Image by Author (©Surapsari Fujimaru)

“What word comes to you when you think about meditation?”

Steve and his daughter, Aoife, pause. Steve says, “Peace.” Aoife follows, “Calmness.”

They sit with me for a one-hour private meditation class at our sanctuary. Steve has tried meditation using a YouTube instructional video. “I was frustrated,” he recalls. “My mind was busy. I kept thinking and couldn’t relax.” Aoife has participated in a meditation class at her school. “It was discouraging. Instead of feeling calm, I got annoyed because I couldn’t stop my mind’s chatter.”

I had the same conversation with many other participants in my past meditation classes. They associated meditation with peace and calmness, like a clear, tranquil lake. It was frustrating and disappointing when meditation highlighted their restlessness, like showing choppy water flowing with debris.

Many of us live in busy, multitasking mode. When we sit still, our mental activities could speed up as if our minds protest the silence. A thought arises, one after another, like a toddler frantically trying to get her mom’s attention. She would get more agitated if the mother scolds or tries to stop her. The best response is to acknowledge her agitation but not focus on it.

Thoughts are not the only distraction in meditation. When you give yourself permission to slow down and pause, emotions you are not in touch with could surface. You sit in meditation trying to attain peace but may find yourself shedding tears or frowning with anger.

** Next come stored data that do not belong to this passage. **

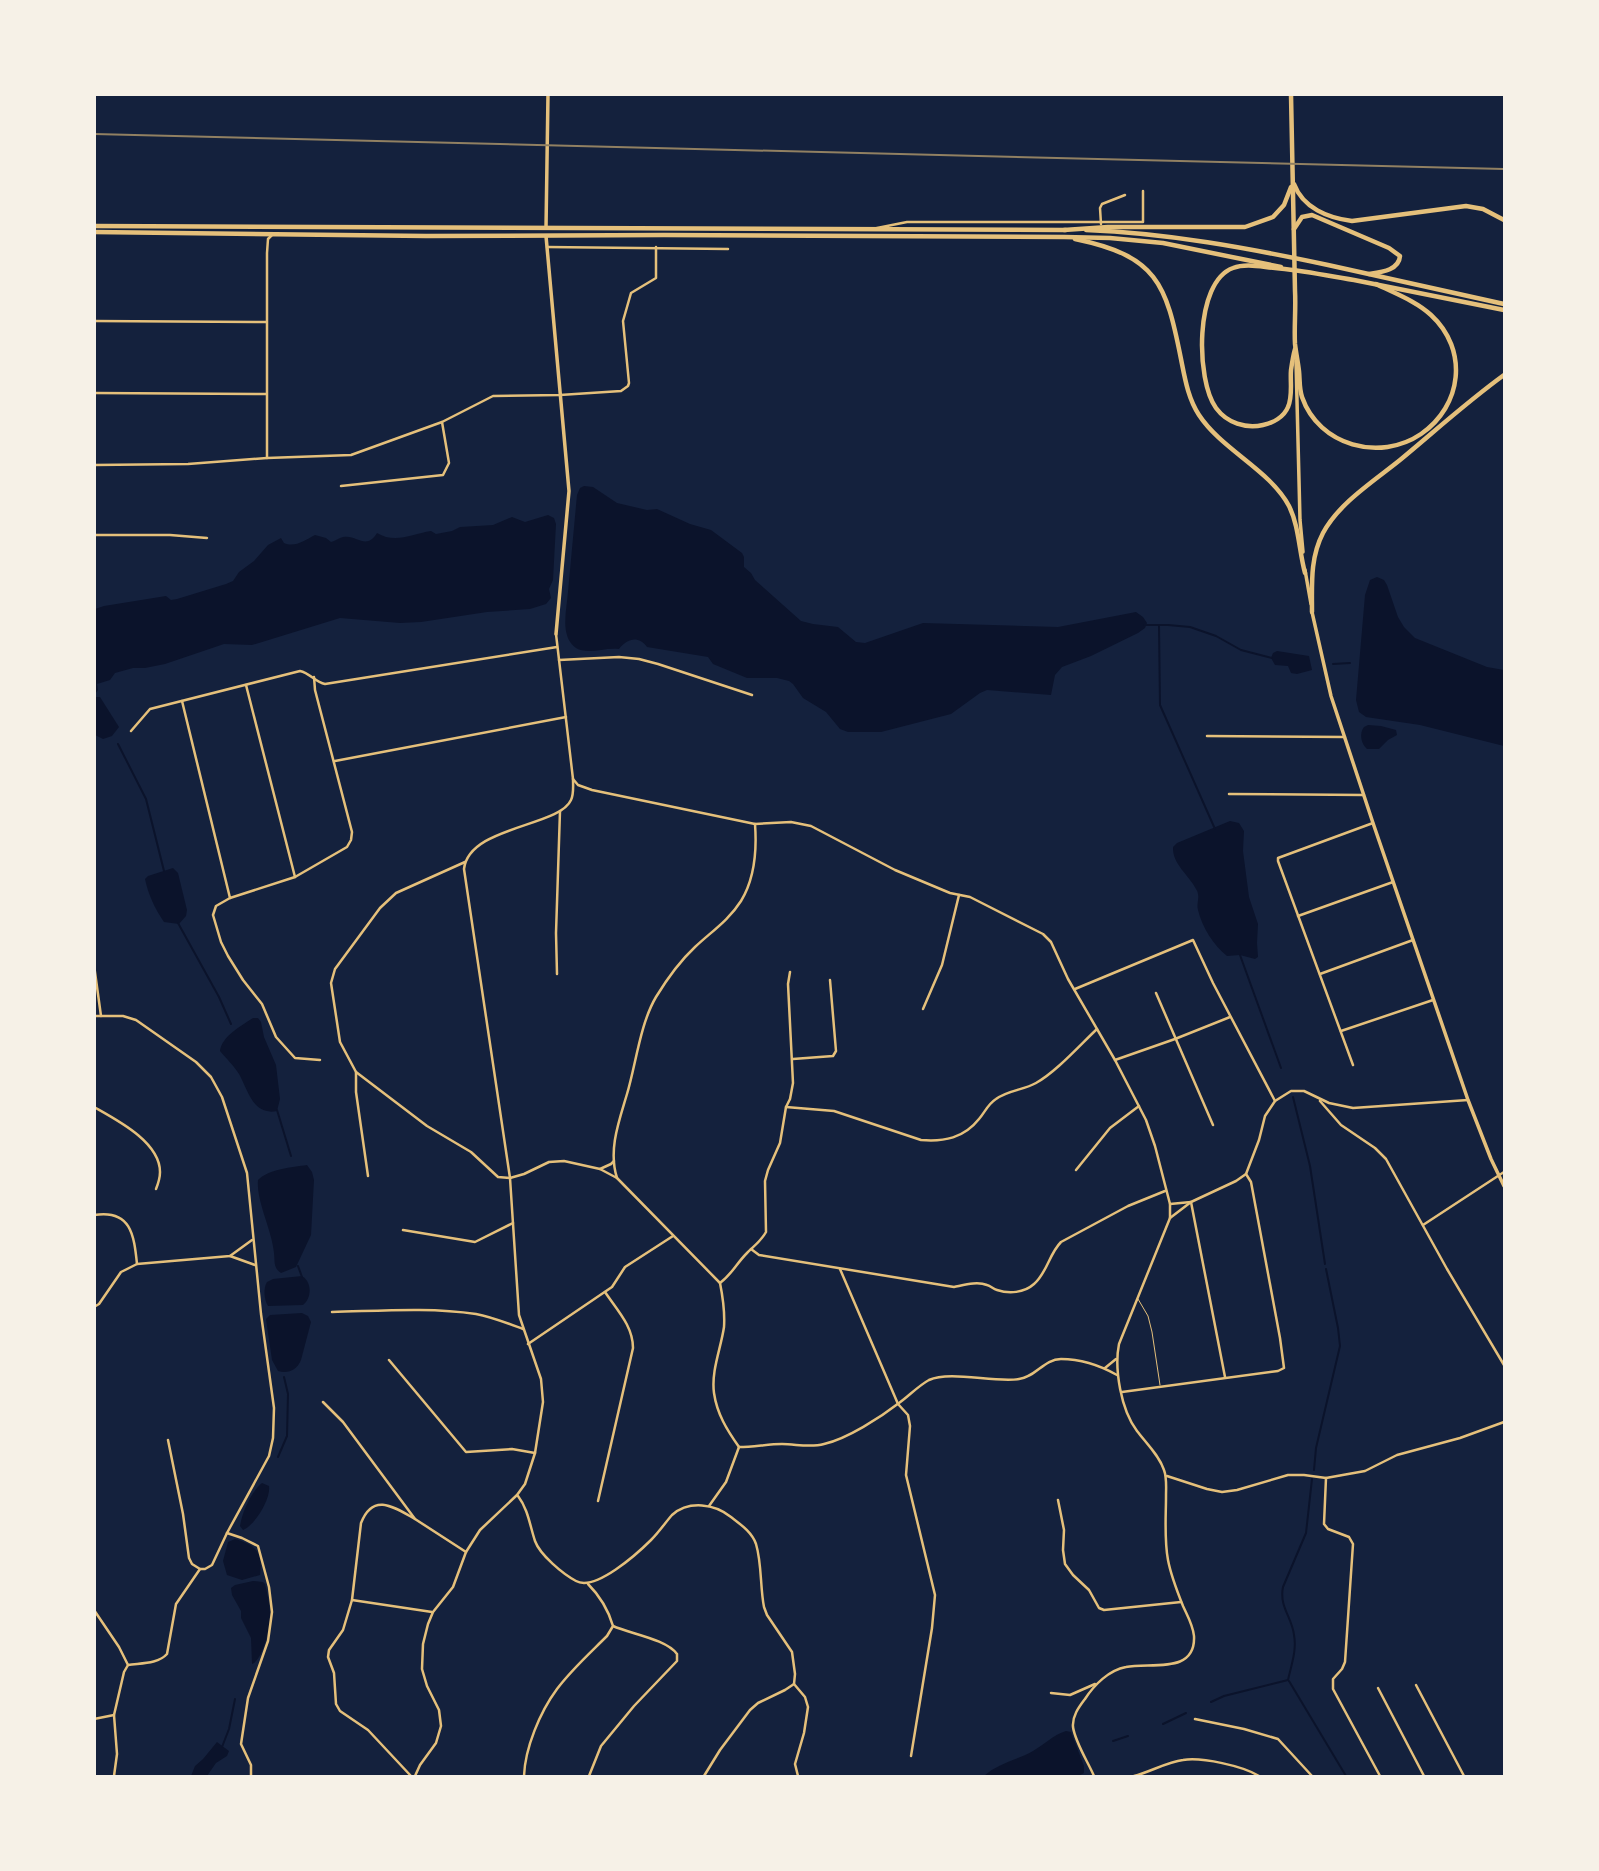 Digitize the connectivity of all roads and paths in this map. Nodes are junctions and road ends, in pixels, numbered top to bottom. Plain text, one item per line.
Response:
1 (548, 94) edge
2 (1291, 94) edge
3 (1293, 179) junction
4 (1143, 191) dead end
5 (1125, 195) dead end
6 (1504, 220) edge
7 (1101, 223) junction
8 (94, 226) edge
9 (546, 229) junction
10 (870, 229) junction
11 (1064, 230) junction
12 (1294, 231) junction
13 (94, 232) edge
14 (546, 235) junction
15 (268, 236) junction
16 (1064, 237) junction
17 (547, 247) junction
18 (656, 247) junction
19 (728, 249) dead end
20 (1293, 270) junction
21 (1370, 274) junction
22 (1376, 284) junction
23 (1504, 304) edge
24 (1504, 310) edge
25 (94, 321) edge
26 (267, 322) junction
27 (1295, 345) junction
28 (1504, 376) edge
29 (94, 393) edge
30 (267, 394) junction
31 (560, 395) junction
32 (442, 422) junction
33 (267, 458) junction
34 (94, 465) edge
35 (341, 486) dead end
36 (94, 535) edge
37 (206, 538) dead end
38 (1305, 573) junction
39 (1312, 612) junction
40 (556, 634) joint
41 (557, 647) junction
42 (559, 660) junction
43 (314, 677) junction
44 (246, 685) junction
45 (752, 695) dead end
46 (182, 701) junction
47 (566, 717) junction
48 (131, 731) dead end
49 (1207, 736) dead end
50 (1345, 737) junction
51 (335, 761) junction
52 (573, 779) junction
53 (1228, 794) dead end
54 (1364, 795) junction
55 (560, 811) junction
56 (1373, 823) junction
57 (755, 824) junction
58 (465, 862) junction
59 (295, 877) junction
60 (1393, 882) junction
61 (959, 895) junction
62 (230, 898) junction
63 (1298, 916) junction
64 (1413, 940) junction
65 (94, 965) edge
66 (790, 972) dead end
67 (557, 974) dead end
68 (1320, 974) junction
69 (830, 980) dead end
70 (1074, 990) junction
71 (1156, 993) dead end
72 (1433, 1000) junction
73 (923, 1009) dead end
74 (94, 1016) edge
75 (101, 1016) junction
76 (1231, 1017) junction
77 (1097, 1029) junction
78 (1341, 1031) junction
79 (1175, 1039) junction
80 (793, 1059) junction
81 (320, 1060) dead end
82 (1115, 1060) junction
83 (1353, 1065) dead end
84 (356, 1072) junction
85 (1318, 1098) junction
86 (1468, 1100) junction
87 (1275, 1101) junction
88 (1139, 1106) junction
89 (94, 1107) edge
90 (786, 1107) junction
91 (1213, 1125) dead end
92 (614, 1161) junction
93 (512, 1167) dead end
94 (600, 1170) junction
95 (1076, 1170) dead end
96 (1504, 1172) edge
97 (1246, 1174) junction
98 (368, 1176) dead end
99 (1499, 1176) junction
100 (510, 1178) junction
101 (617, 1178) junction
102 (1504, 1186) edge
103 (156, 1189) dead end
104 (1166, 1191) junction
105 (1191, 1202) junction
106 (1170, 1204) junction
107 (94, 1215) edge
108 (1170, 1218) junction
109 (513, 1223) junction
110 (1423, 1226) junction
111 (403, 1230) dead end
112 (674, 1236) junction
113 (253, 1240) junction
114 (751, 1250) junction
115 (230, 1256) junction
116 (137, 1264) junction
117 (256, 1265) junction
118 (840, 1269) junction
119 (720, 1283) junction
120 (605, 1292) junction
121 (1138, 1298) junction
122 (94, 1307) edge
123 (332, 1311) dead end
124 (523, 1329) junction
125 (528, 1344) junction
126 (1117, 1358) junction
127 (389, 1360) dead end
128 (1504, 1365) edge
129 (1105, 1368) junction
130 (1118, 1376) junction
131 (1225, 1378) junction
132 (1160, 1387) junction
133 (1122, 1392) junction
134 (323, 1402) dead end
135 (898, 1404) junction
136 (1504, 1422) edge
137 (169, 1440) dead end
138 (739, 1447) junction
139 (535, 1453) junction
140 (1167, 1476) junction
141 (1326, 1478) junction
142 (517, 1495) junction
143 (1058, 1500) dead end
144 (598, 1501) dead end
145 (709, 1506) junction
146 (415, 1519) junction
147 (227, 1534) junction
148 (466, 1552) junction
149 (200, 1569) junction
150 (588, 1584) junction
151 (352, 1600) junction
152 (1181, 1602) junction
153 (94, 1610) edge
154 (433, 1612) junction
155 (613, 1626) junction
156 (128, 1665) junction
157 (1098, 1682) junction
158 (794, 1684) junction
159 (1416, 1685) dead end
160 (1378, 1688) dead end
161 (1051, 1693) dead end
162 (114, 1715) junction
163 (94, 1719) edge
164 (1195, 1719) dead end
165 (911, 1756) dead end
166 (114, 1776) edge
167 (251, 1776) edge
168 (413, 1776) edge
169 (524, 1776) edge
170 (589, 1776) edge
171 (704, 1776) edge
172 (798, 1776) edge
173 (1094, 1776) edge
174 (1135, 1776) edge
175 (1259, 1776) edge
176 (1312, 1776) edge
177 (1381, 1776) edge
178 (1424, 1776) edge
179 (1464, 1776) edge

1 - 9 main road
2 - 3 main road
3 - 6 main road
3 - 11 main road
3 - 12 main road
4 - 7 street
5 - 7 street
7 - 10 street
8 - 9 main road
9 - 10 main road
9 - 14 main road
10 - 11 main road
11 - 21 main road
12 - 21 main road
12 - 27 main road
13 - 15 main road
14 - 15 main road
14 - 16 main road
14 - 17 main road
15 - 26 street
16 - 20 main road
16 - 38 main road
17 - 18 street
17 - 31 main road
18 - 19 street
18 - 31 street
20 - 22 main road
20 - 27 main road
21 - 23 main road
22 - 24 main road
22 - 27 main road
25 - 26 street
26 - 30 street
27 - 38 main road
28 - 39 main road
29 - 30 street
30 - 33 street
31 - 32 street
31 - 40 main road
32 - 33 street
32 - 35 street
33 - 34 street
36 - 37 street
38 - 39 main road
39 - 50 main road
40 - 41 street
41 - 42 street
41 - 43 street
42 - 45 street
42 - 47 street
43 - 44 street
43 - 51 street
44 - 46 street
44 - 59 street
46 - 48 street
46 - 62 street
47 - 51 street
47 - 52 street
49 - 50 street
50 - 54 main road
51 - 59 street
52 - 55 street
52 - 57 street
53 - 54 street
54 - 56 main road
55 - 58 street
55 - 67 street
56 - 60 main road
56 - 63 street
57 - 61 street
57 - 92 street
58 - 84 street
58 - 100 street
59 - 62 street
60 - 63 street
60 - 64 main road
61 - 70 street
61 - 73 street
62 - 81 street
63 - 68 street
64 - 68 street
64 - 72 main road
65 - 75 street
66 - 80 street
68 - 78 street
69 - 80 street
70 - 76 street
70 - 77 street
71 - 79 street
72 - 78 street
72 - 86 main road
74 - 75 street
75 - 113 street
76 - 79 street
76 - 87 street
77 - 82 street
77 - 90 street
78 - 83 street
79 - 82 street
79 - 91 street
80 - 90 street
82 - 88 street
84 - 98 street
84 - 100 street
85 - 86 street
85 - 87 street
85 - 110 street
86 - 99 main road
87 - 97 street
88 - 95 street
88 - 104 street
89 - 103 street
90 - 114 street
92 - 94 street
92 - 101 street
93 - 100 street
94 - 100 street
94 - 101 street
96 - 99 street
97 - 105 street
97 - 131 street
99 - 102 main road
99 - 110 street
100 - 109 street
101 - 112 street
104 - 106 street
104 - 118 street
105 - 106 street
105 - 108 street
105 - 131 street
106 - 108 street
107 - 116 street
108 - 121 street
109 - 111 street
109 - 124 street
110 - 128 street
112 - 119 street
112 - 120 street
113 - 115 street
113 - 117 street
114 - 118 street
114 - 119 street
115 - 116 street
115 - 117 street
116 - 122 street
117 - 147 street
118 - 135 street
119 - 138 street
120 - 125 street
120 - 144 street
121 - 126 street
121 - 132 lane
123 - 124 street
124 - 125 street
125 - 139 street
126 - 129 street
126 - 130 street
127 - 139 street
129 - 130 street
129 - 135 street
130 - 133 street
131 - 132 street
132 - 133 street
133 - 140 street
134 - 146 street
135 - 138 street
135 - 165 street
136 - 141 street
137 - 149 street
138 - 145 street
139 - 142 street
140 - 141 street
140 - 152 street
141 - 177 street
142 - 148 street
142 - 150 street
143 - 152 street
145 - 150 street
145 - 158 street
146 - 148 street
146 - 151 street
147 - 149 street
147 - 167 street
148 - 154 street
149 - 156 street
150 - 155 street
151 - 154 street
151 - 168 street
152 - 157 street
153 - 156 street
154 - 168 street
155 - 169 street
155 - 170 street
156 - 162 street
157 - 161 street
157 - 173 street
158 - 171 street
158 - 172 street
159 - 179 street
160 - 178 street
162 - 163 street
162 - 166 street
164 - 176 street
174 - 175 street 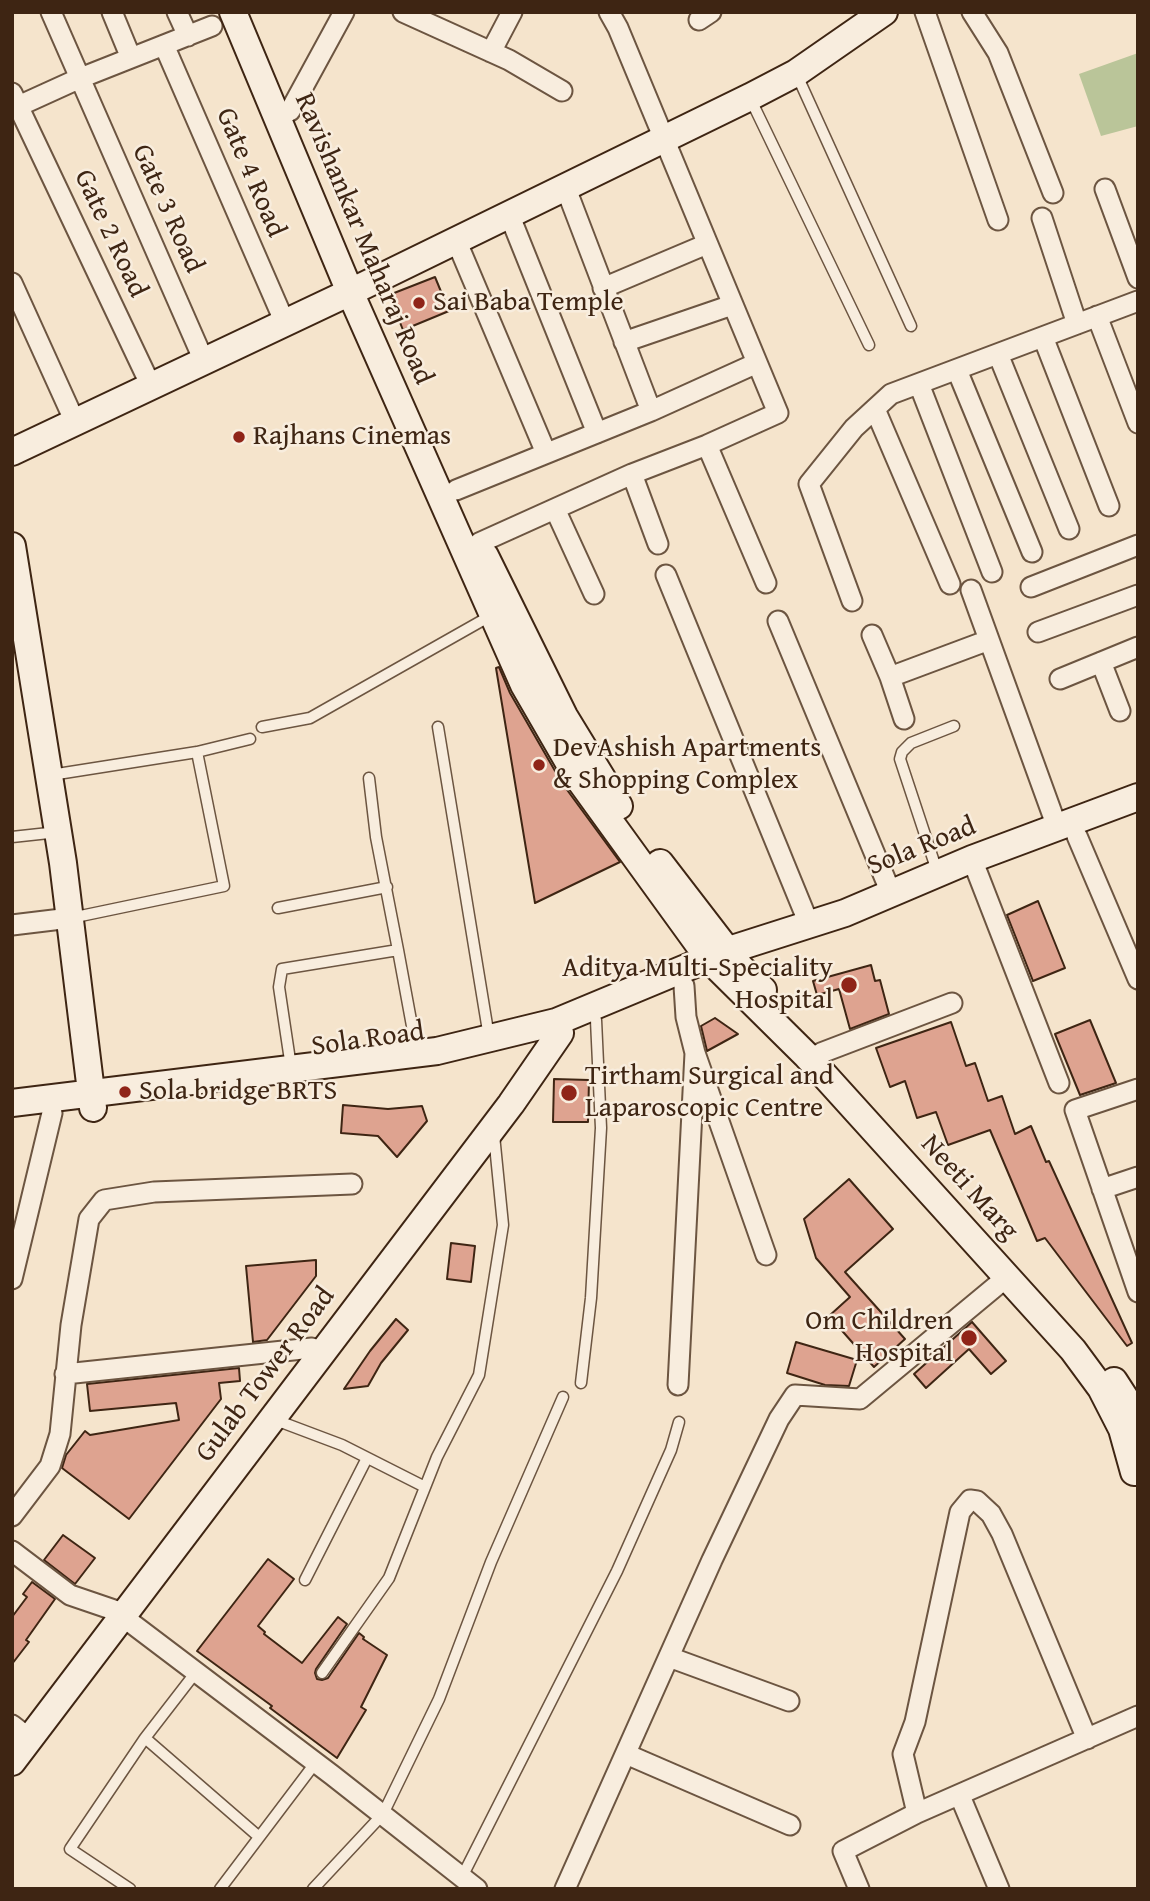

Such emotional reactions are part of meditation and valuable opportunities to discover what is happening in your inner world. Acknowledge your emotion without judgment and let it freely express itself, but don’t start a conversation with your mind about the experience.

Recalling an incident that triggered the feeling, blaming someone for it, pitying yourself, looking for a solution — any thoughts about your emotion will feed it and keep you in the emotional loop. Instead, just acknowledge the emotion and observe it as a physical sensation (heat in the heart, tightness in the throat, heaviness in the body, etc.).

Hold space for the sensation and see how it slowly softens and passes*. You will feel the trace of it and the sense of getting through the emotion and arriving on the other side. With repeated practice, you will learn your feelings, just like your thoughts, come and go if you don’t engage in a dialogue with your mind.

Meditation is a journey where a reward is not only reaching the destination but also savoring the messy process of getting there.

You will become more intimate with your inner world through regular meditation practice and gradually understand you are much more than your mind. As a mother wholeheartedly accepts her child in good and bad moods, you will be able to embrace your mind in times of calm and restlessness.

The Wisdom Self will slowly rise from deep within and help you expand your capacity to gently hold thoughts and emotions instead of getting controlled by them.

*Seek professional help such as psychotherapy and counseling if you suffer from intense emotion caused by a life-changing event, trauma, or unresolved past issue. It will be hard to attain peace without reconciliation and healing brought by deep inner work.

Do you want to learn how to meditate or deepen your meditation practice? Sari can help you. Send an email to info@surapsari.com or visit her website, www.surapsari.com.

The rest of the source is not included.